We see that the top-most operator is an Elemwise that applies the scalar add operation. This is the “\(+\)” in \(l + \phi\). If we were to consider the inputs of this operator as candidates for \(l\) and \(\phi\), then we could do the following:

>>> print(lasso_model.logpt.owner.inputs)
[Sum{acc_dtype=float64}.0, Sum{acc_dtype=float64}.0]

Starting from the sub-graphs of each term, we could then search for any non-smooth functions that have known closed-form proximal operators. In our case, we only consider the absolute value function.

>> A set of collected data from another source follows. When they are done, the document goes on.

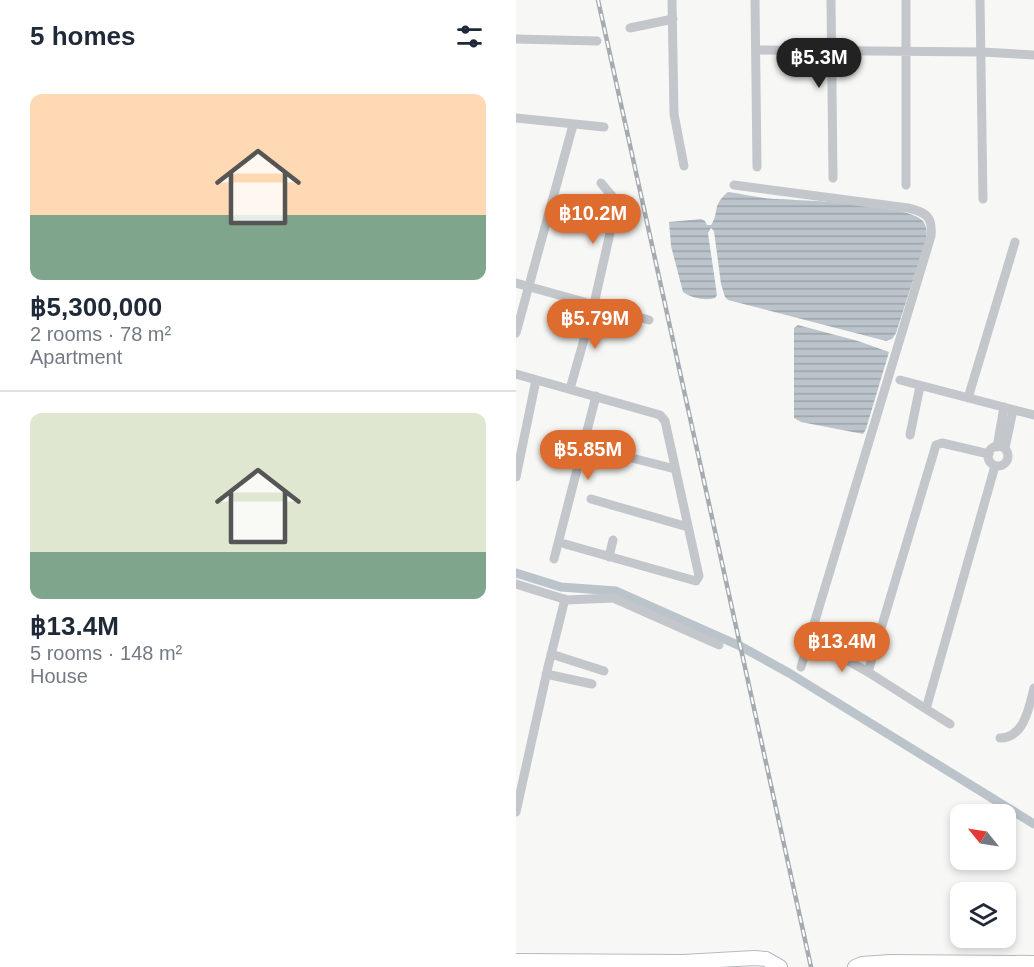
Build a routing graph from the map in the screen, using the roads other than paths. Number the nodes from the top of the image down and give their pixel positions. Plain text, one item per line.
1 (672, 0) edge
2 (755, 0) edge
3 (831, 0) edge
4 (906, 0) edge
5 (980, 0) edge
6 (673, 19) junction
7 (630, 28) dead end
8 (516, 39) edge
9 (597, 41) dead end
10 (906, 50) junction
11 (756, 51) junction
12 (832, 51) junction
13 (982, 52) junction
14 (1034, 55) edge
15 (516, 118) edge
16 (573, 125) junction
17 (604, 127) dead end
18 (684, 166) dead end
19 (757, 167) dead end
20 (833, 178) dead end
21 (601, 183) dead end
22 (735, 185) dead end
23 (906, 185) dead end
24 (983, 199) dead end
25 (1015, 242) dead end
26 (516, 283) edge
27 (529, 286) junction
28 (594, 304) junction
29 (649, 320) dead end
30 (516, 333) edge
31 (516, 375) edge
32 (536, 380) junction
33 (900, 380) dead end
34 (920, 386) junction
35 (570, 389) junction
36 (596, 396) junction
37 (968, 398) junction
38 (1009, 409) junction
39 (1034, 415) edge
40 (910, 435) dead end
41 (1001, 448) junction
42 (597, 449) dead end
43 (989, 454) junction
44 (995, 466) junction
45 (675, 469) junction
46 (516, 477) edge
47 (591, 499) dead end
48 (688, 526) junction
49 (614, 540) dead end
50 (565, 544) dead end
51 (609, 557) junction
52 (554, 559) dead end
53 (516, 584) edge
54 (565, 599) junction
55 (719, 645) dead end
56 (829, 650) dead end
57 (551, 654) junction
58 (801, 667) dead end
59 (604, 670) dead end
60 (868, 672) junction
61 (546, 674) junction
62 (592, 684) dead end
63 (1034, 688) edge
64 (926, 709) junction
65 (950, 724) dead end
66 (1000, 738) dead end
67 (516, 812) edge
68 (516, 961) edge
69 (1034, 963) edge
70 (780, 967) edge
71 (855, 967) edge

1 - 6 street
2 - 11 street
3 - 12 street
4 - 10 street
5 - 13 street
6 - 7 street
6 - 18 street
8 - 9 street
10 - 12 street
10 - 13 street
10 - 23 street
11 - 12 street
11 - 19 street
12 - 20 street
13 - 14 street
13 - 24 street
15 - 16 street
16 - 17 street
16 - 27 street
21 - 28 street
22 - 58 street
25 - 37 street
26 - 27 street
27 - 28 street
27 - 30 street
28 - 29 street
28 - 35 street
31 - 32 street
32 - 35 street
32 - 46 street
33 - 34 street
34 - 37 street
34 - 40 street
35 - 36 street
36 - 45 street
36 - 52 street
37 - 38 street
38 - 39 street
38 - 41 street
41 - 43 street
41 - 44 street
42 - 45 street
43 - 44 street
43 - 60 street
44 - 64 street
45 - 48 street
47 - 48 street
48 - 51 street
49 - 51 street
50 - 51 street
53 - 54 street
54 - 55 street
54 - 57 street
56 - 60 street
57 - 59 street
57 - 61 street
60 - 64 street
61 - 62 street
61 - 67 street
63 - 66 street
64 - 65 street
68 - 70 main road
69 - 71 main road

def get_abs_between(input_node):
    """ Search for `abs` in the operations between our input and the
    log-likelihood output node.
    """
    term_ops = list(tt.gof.graph.ops([input_node],
[lasso_model.logpt]))

    # Is there an absolute value in there?
    return filter(lambda x: x.op is tt.abs_, term_ops)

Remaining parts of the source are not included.